Figure 8.

siRNA knockdown of ERp57 expression leads to increased extracellular TG2 activity. A, HUVECs were transfected with ERp57-specific siRNA for 48 h and lysed with RIPA buffer. Whole-cell lysates were blotted for total ERp57 expression. B, densitometric analysis of the Western blots shown in A (n = 3). β-Actin was used as the loading control and normalization factor. C, siRNA knockdown of ERp57 leads to a decrease in extracellular ERp57 expression. Images were taken in triplicate with three biological replicates (n = 9). Scale bar, 100 μm. D, quantitative analysis of extracellular ERp57 expression normalized to cell count. Extracellular ERp57 expression was significantly decreased (**, p < 0.01) compared with control siRNA-treated cells. E and F, extracellular TG2 activity is elevated in ERp57 siRNA-knockdown cells compared with control siRNA-treated cells (*, p < 0.05).
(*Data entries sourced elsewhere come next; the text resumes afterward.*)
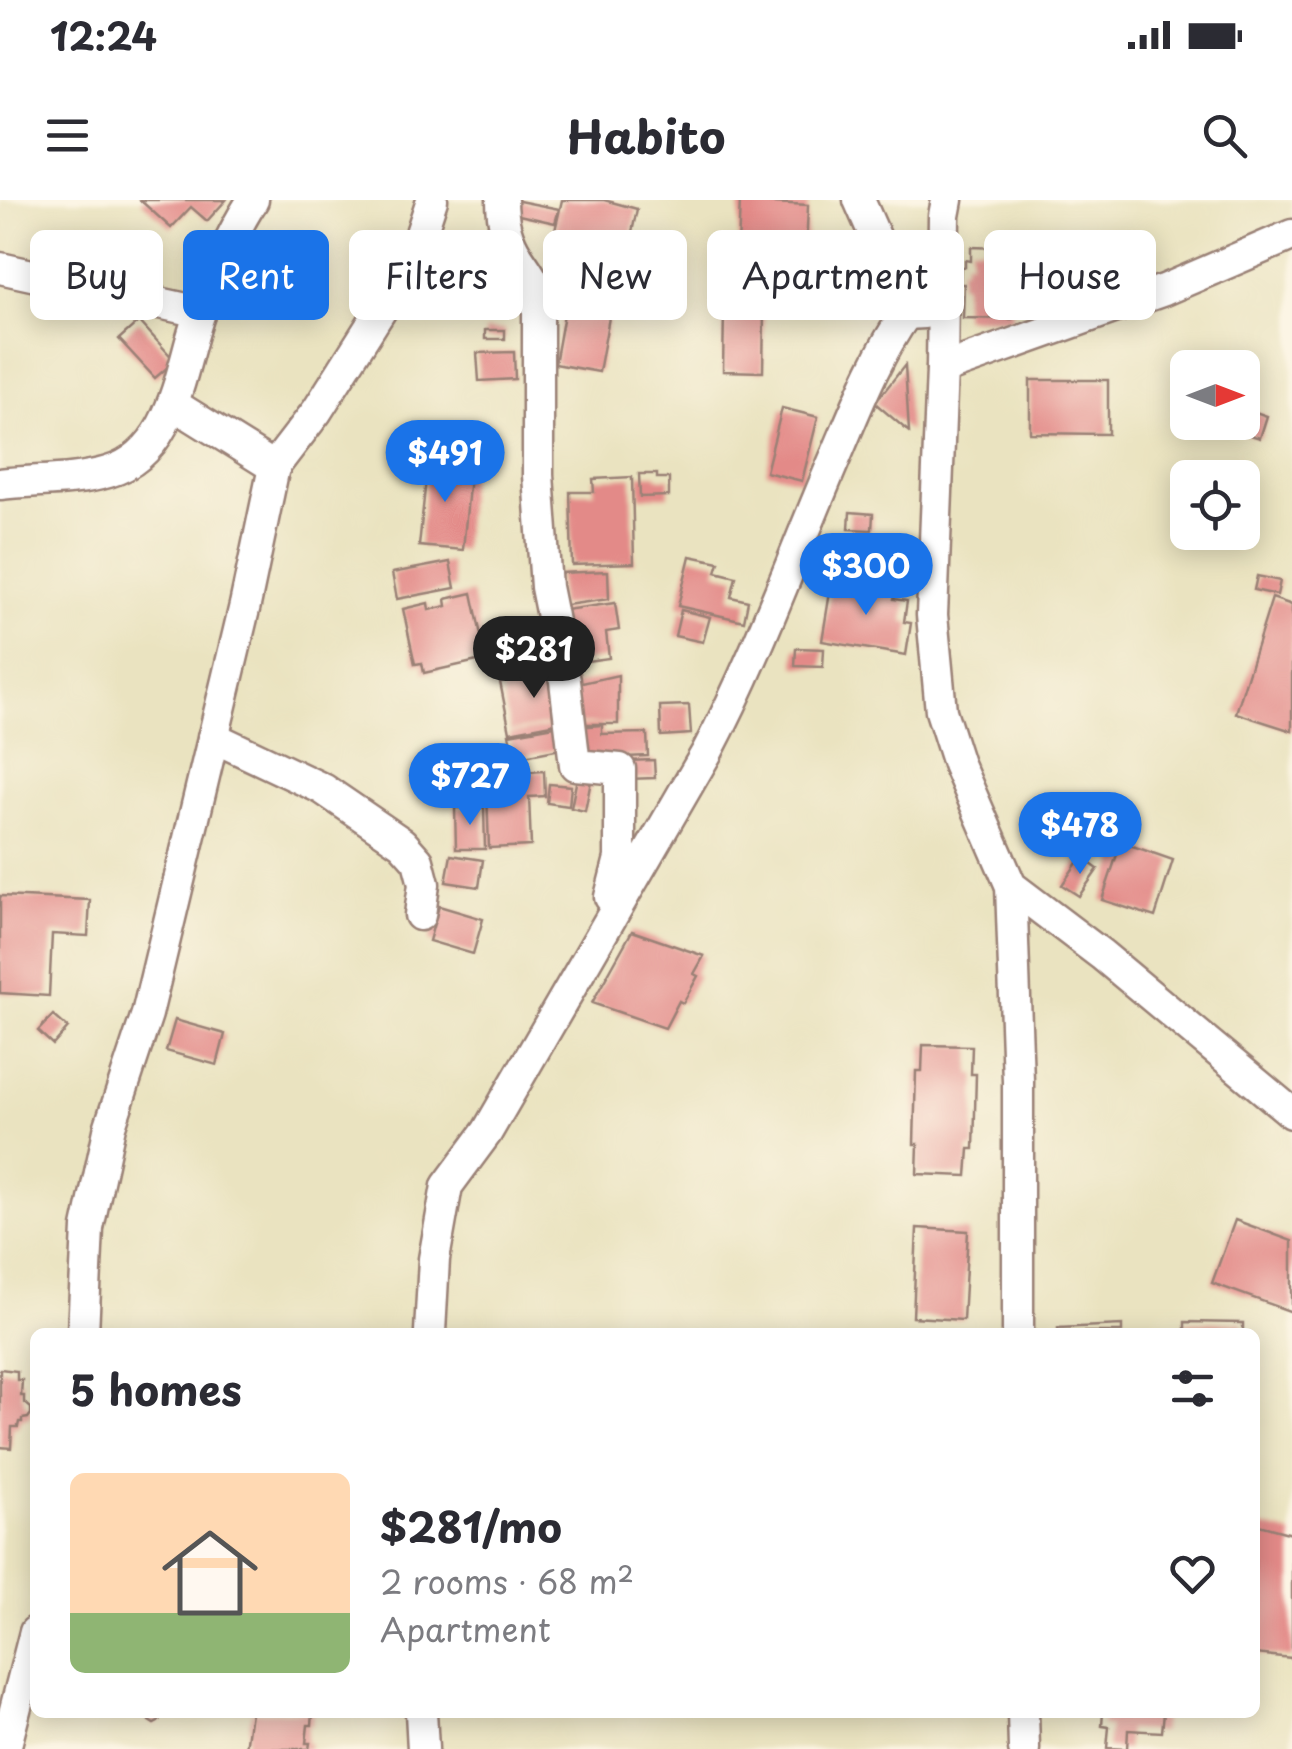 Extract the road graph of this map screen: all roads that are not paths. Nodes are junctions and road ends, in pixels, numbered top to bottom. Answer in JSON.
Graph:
{"nodes":[{"id":1,"x":254,"y":200,"type":"edge"},
{"id":2,"x":432,"y":200,"type":"edge"},
{"id":3,"x":502,"y":200,"type":"edge"},
{"id":4,"x":859,"y":200,"type":"edge"},
{"id":5,"x":947,"y":200,"type":"edge"},
{"id":6,"x":236,"y":230,"type":"edge"},
{"id":7,"x":872,"y":230,"type":"edge"},
{"id":8,"x":944,"y":230,"type":"edge"},
{"id":9,"x":1292,"y":235,"type":"edge"},
{"id":10,"x":0,"y":268,"type":"edge"},
{"id":11,"x":183,"y":308,"type":"edge"},
{"id":12,"x":198,"y":320,"type":"edge"},
{"id":13,"x":902,"y":320,"type":"edge"},
{"id":14,"x":943,"y":320,"type":"edge"},
{"id":15,"x":942,"y":369,"type":"junction"},
{"id":16,"x":173,"y":404,"type":"junction"},
{"id":17,"x":274,"y":467,"type":"junction"},
{"id":18,"x":0,"y":484,"type":"edge"},
{"id":19,"x":213,"y":737,"type":"junction"},
{"id":20,"x":1011,"y":886,"type":"junction"},
{"id":21,"x":420,"y":916,"type":"dead end"},
{"id":22,"x":600,"y":938,"type":"junction"},
{"id":23,"x":1292,"y":1112,"type":"edge"},
{"id":24,"x":83,"y":1328,"type":"edge"},
{"id":25,"x":430,"y":1328,"type":"edge"},
{"id":26,"x":1018,"y":1328,"type":"edge"},
{"id":27,"x":30,"y":1652,"type":"edge"},
{"id":28,"x":422,"y":1718,"type":"edge"},
{"id":29,"x":1023,"y":1718,"type":"edge"},
{"id":30,"x":5,"y":1749,"type":"edge"},
{"id":31,"x":423,"y":1749,"type":"edge"},
{"id":32,"x":1024,"y":1749,"type":"edge"}],
"edges":[{"from":1,"to":6,"type":"street"},
{"from":2,"to":17,"type":"street"},
{"from":3,"to":22,"type":"street"},
{"from":4,"to":7,"type":"street"},
{"from":5,"to":8,"type":"street"},
{"from":9,"to":15,"type":"street"},
{"from":10,"to":11,"type":"street"},
{"from":12,"to":16,"type":"street"},
{"from":13,"to":22,"type":"street"},
{"from":14,"to":15,"type":"street"},
{"from":15,"to":20,"type":"street"},
{"from":16,"to":17,"type":"street"},
{"from":16,"to":18,"type":"street"},
{"from":17,"to":19,"type":"street"},
{"from":19,"to":21,"type":"street"},
{"from":19,"to":24,"type":"street"},
{"from":20,"to":23,"type":"street"},
{"from":20,"to":26,"type":"street"},
{"from":22,"to":25,"type":"street"},
{"from":27,"to":30,"type":"street"},
{"from":28,"to":31,"type":"street"},
{"from":29,"to":32,"type":"street"}]} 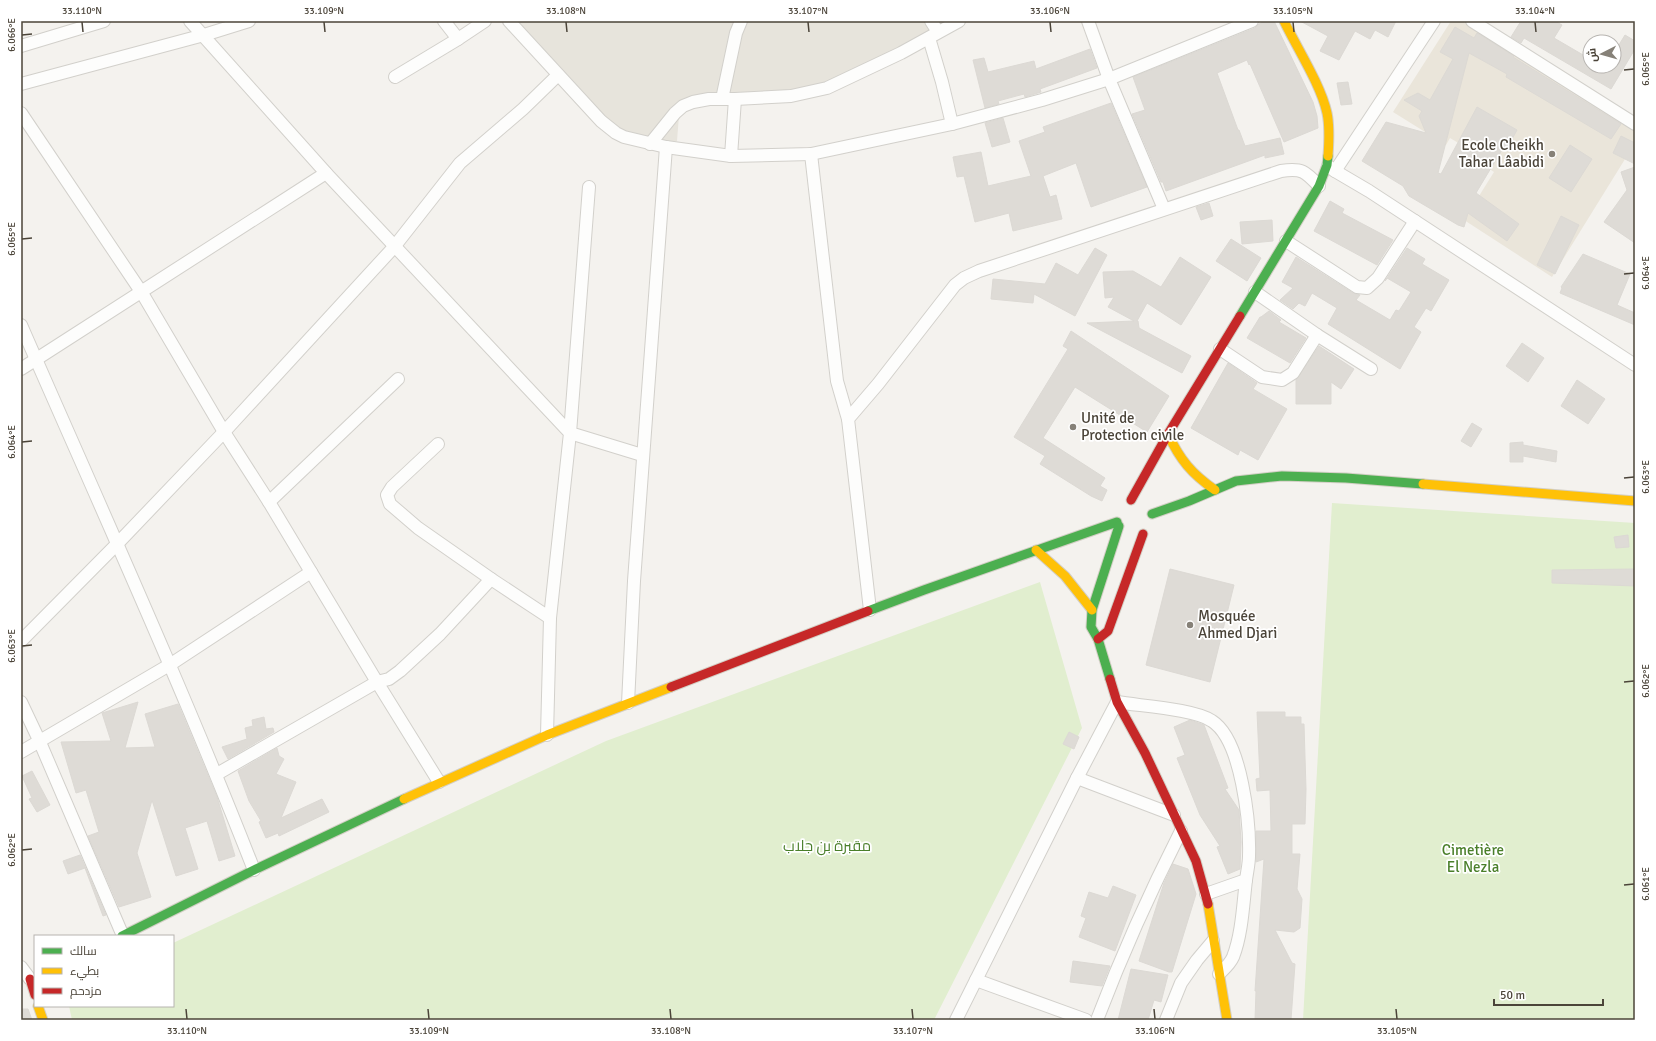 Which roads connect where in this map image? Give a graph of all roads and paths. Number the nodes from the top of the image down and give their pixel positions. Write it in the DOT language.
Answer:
graph roads {
  1 [pos="104,21"];
  2 [pos="190,21"];
  3 [pos="249,21"];
  4 [pos="444,21"];
  5 [pos="485,21"];
  6 [pos="509,21"];
  7 [pos="741,21"];
  8 [pos="931,21"];
  9 [pos="959,21"];
  10 [pos="1088,21"];
  11 [pos="1252,21"];
  12 [pos="1284,21"];
  13 [pos="1434,21"];
  14 [pos="1472,21"];
  15 [pos="88,24"];
  16 [pos="1482,25"];
  17 [pos="204,35"];
  18 [pos="933,35"];
  19 [pos="458,39"];
  20 [pos="21,46"];
  21 [pos="558,75"];
  22 [pos="395,77"];
  23 [pos="1109,79"];
  24 [pos="21,84"];
  25 [pos="722,99"];
  26 [pos="735,99"];
  27 [pos="21,113"];
  28 [pos="952,124"];
  29 [pos="1635,124"];
  30 [pos="650,144"];
  31 [pos="666,147"];
  32 [pos="811,154"];
  33 [pos="730,156"];
  34 [pos="1331,168"];
  35 [pos="326,173"];
  36 [pos="1319,186"];
  37 [pos="589,187"];
  38 [pos="1164,209"];
  39 [pos="1415,221"];
  40 [pos="1286,241"];
  41 [pos="394,247"];
  42 [pos="1255,292"];
  43 [pos="142,293"];
  44 [pos="21,325"];
  45 [pos="1317,335"];
  46 [pos="1220,349"];
  47 [pos="36,360"];
  48 [pos="1635,365"];
  49 [pos="21,369"];
  50 [pos="1371,369"];
  51 [pos="398,379"];
  52 [pos="848,419"];
  53 [pos="224,432"];
  54 [pos="570,433"];
  55 [pos="1168,434"];
  56 [pos="438,444"];
  57 [pos="642,455"];
  58 [pos="1215,490"];
  59 [pos="1131,500"];
  60 [pos="1635,501"];
  61 [pos="269,502"];
  62 [pos="1152,514"];
  63 [pos="1118,524"];
  64 [pos="1143,534"];
  65 [pos="118,543"];
  66 [pos="1036,550"];
  67 [pos="311,572"];
  68 [pos="491,579"];
  69 [pos="870,610"];
  70 [pos="1092,610"];
  71 [pos="550,618"];
  72 [pos="1098,639"];
  73 [pos="21,641"];
  74 [pos="171,664"];
  75 [pos="377,682"];
  76 [pos="21,702"];
  77 [pos="1117,702"];
  78 [pos="628,703"];
  79 [pos="547,735"];
  80 [pos="39,740"];
  81 [pos="21,752"];
  82 [pos="217,774"];
  83 [pos="1077,778"];
  84 [pos="439,782"];
  85 [pos="1174,815"];
  86 [pos="1181,831"];
  87 [pos="254,870"];
  88 [pos="1246,880"];
  89 [pos="1206,894"];
  90 [pos="123,935"];
  91 [pos="125,935"];
  92 [pos="1213,941"];
  93 [pos="21,967"];
  94 [pos="1219,974"];
  95 [pos="29,979"];
  96 [pos="976,980"];
  97 [pos="34,992"];
  98 [pos="38,1007"];
  99 [pos="43,1020"];
  100 [pos="956,1020"];
  101 [pos="1086,1020"];
  102 [pos="1097,1020"];
  103 [pos="1166,1020"];
  104 [pos="1227,1020"];
  1 -- 15 [label="street"];
  2 -- 17 [label="street"];
  3 -- 17 [label="street"];
  4 -- 19 [label="street"];
  5 -- 19 [label="street"];
  6 -- 21 [label="street"];
  7 -- 25 [label="street"];
  8 -- 18 [label="street"];
  9 -- 18 [label="street"];
  10 -- 23 [label="street"];
  11 -- 23 [label="street"];
  12 -- 34 [label="street"];
  13 -- 34 [label="street"];
  14 -- 16 [label="street"];
  15 -- 20 [label="street"];
  16 -- 29 [label="street"];
  17 -- 24 [label="street"];
  17 -- 35 [label="street"];
  18 -- 26 [label="street"];
  18 -- 28 [label="street"];
  19 -- 22 [label="street"];
  21 -- 30 [label="street"];
  21 -- 41 [label="street"];
  23 -- 28 [label="street"];
  23 -- 38 [label="street"];
  25 -- 26 [label="street"];
  25 -- 30 [label="street"];
  26 -- 33 [label="street"];
  27 -- 43 [label="street"];
  28 -- 32 [label="street"];
  30 -- 31 [label="street"];
  31 -- 33 [label="street"];
  31 -- 57 [label="street"];
  32 -- 33 [label="street"];
  32 -- 52 [label="street"];
  34 -- 36 [label="street"];
  34 -- 39 [label="street"];
  35 -- 41 [label="street"];
  35 -- 43 [label="street"];
  36 -- 38 [label="street"];
  36 -- 40 [label="street"];
  37 -- 54 [label="street"];
  38 -- 52 [label="street"];
  39 -- 40 [label="street"];
  39 -- 48 [label="street"];
  40 -- 42 [label="street"];
  41 -- 53 [label="street"];
  41 -- 54 [label="street"];
  42 -- 45 [label="street"];
  42 -- 46 [label="street"];
  43 -- 47 [label="street"];
  43 -- 53 [label="street"];
  44 -- 47 [label="street"];
  45 -- 46 [label="street"];
  45 -- 50 [label="street"];
  46 -- 55 [label="street"];
  47 -- 49 [label="street"];
  47 -- 65 [label="street"];
  51 -- 61 [label="street"];
  52 -- 69 [label="street"];
  53 -- 61 [label="street"];
  53 -- 65 [label="street"];
  54 -- 57 [label="street"];
  54 -- 71 [label="street"];
  55 -- 58 [label="street"];
  55 -- 59 [label="street"];
  56 -- 68 [label="street"];
  57 -- 78 [label="street"];
  58 -- 60 [label="street"];
  58 -- 62 [label="street"];
  59 -- 62 [label="street"];
  59 -- 63 [label="street"];
  61 -- 67 [label="street"];
  62 -- 64 [label="street"];
  63 -- 64 [label="street"];
  63 -- 66 [label="street"];
  63 -- 70 [label="street"];
  64 -- 72 [label="street"];
  65 -- 73 [label="street"];
  65 -- 74 [label="street"];
  66 -- 69 [label="street"];
  66 -- 70 [label="street"];
  67 -- 74 [label="street"];
  67 -- 75 [label="street"];
  68 -- 71 [label="street"];
  68 -- 75 [label="street"];
  69 -- 78 [label="street"];
  70 -- 72 [label="street"];
  71 -- 79 [label="street"];
  72 -- 77 [label="street"];
  74 -- 80 [label="street"];
  74 -- 82 [label="street"];
  75 -- 82 [label="street"];
  75 -- 84 [label="street"];
  76 -- 80 [label="street"];
  77 -- 83 [label="street"];
  77 -- 85 [label="street"];
  77 -- 88 [label="street"];
  78 -- 79 [label="street"];
  79 -- 84 [label="street"];
  80 -- 81 [label="street"];
  80 -- 90 [label="street"];
  82 -- 87 [label="street"];
  83 -- 85 [label="street"];
  83 -- 96 [label="street"];
  84 -- 87 [label="street"];
  85 -- 86 [label="street"];
  86 -- 89 [label="street"];
  86 -- 102 [label="street"];
  87 -- 91 [label="street"];
  88 -- 89 [label="street"];
  88 -- 94 [label="street"];
  89 -- 92 [label="street"];
  92 -- 94 [label="street"];
  92 -- 103 [label="street"];
  93 -- 95 [label="street"];
  94 -- 104 [label="street"];
  95 -- 97 [label="street"];
  96 -- 100 [label="street"];
  96 -- 101 [label="street"];
  98 -- 99 [label="street"];
}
TG2 activity is restored to basal levels upon addition of recombinant oxidized ERp57 (**, p < 0.01). 200 μm 5BP was added to cells for 3 h to visualize TG2 activity. Exogenous oxidized ERp57 was added 30 min prior to 5BP. During confocal microscopy analysis, at least three images were taken per replicate with three biological replicates per condition. A representative set of images are presented. All images can be found in Figs. S6–S8. 5BP incorporation was normalized to TG2 staining. Scale bar, 100 μm. All quantitative data are presented as average ± S.D., and statistical analyses were performed using Student's t test.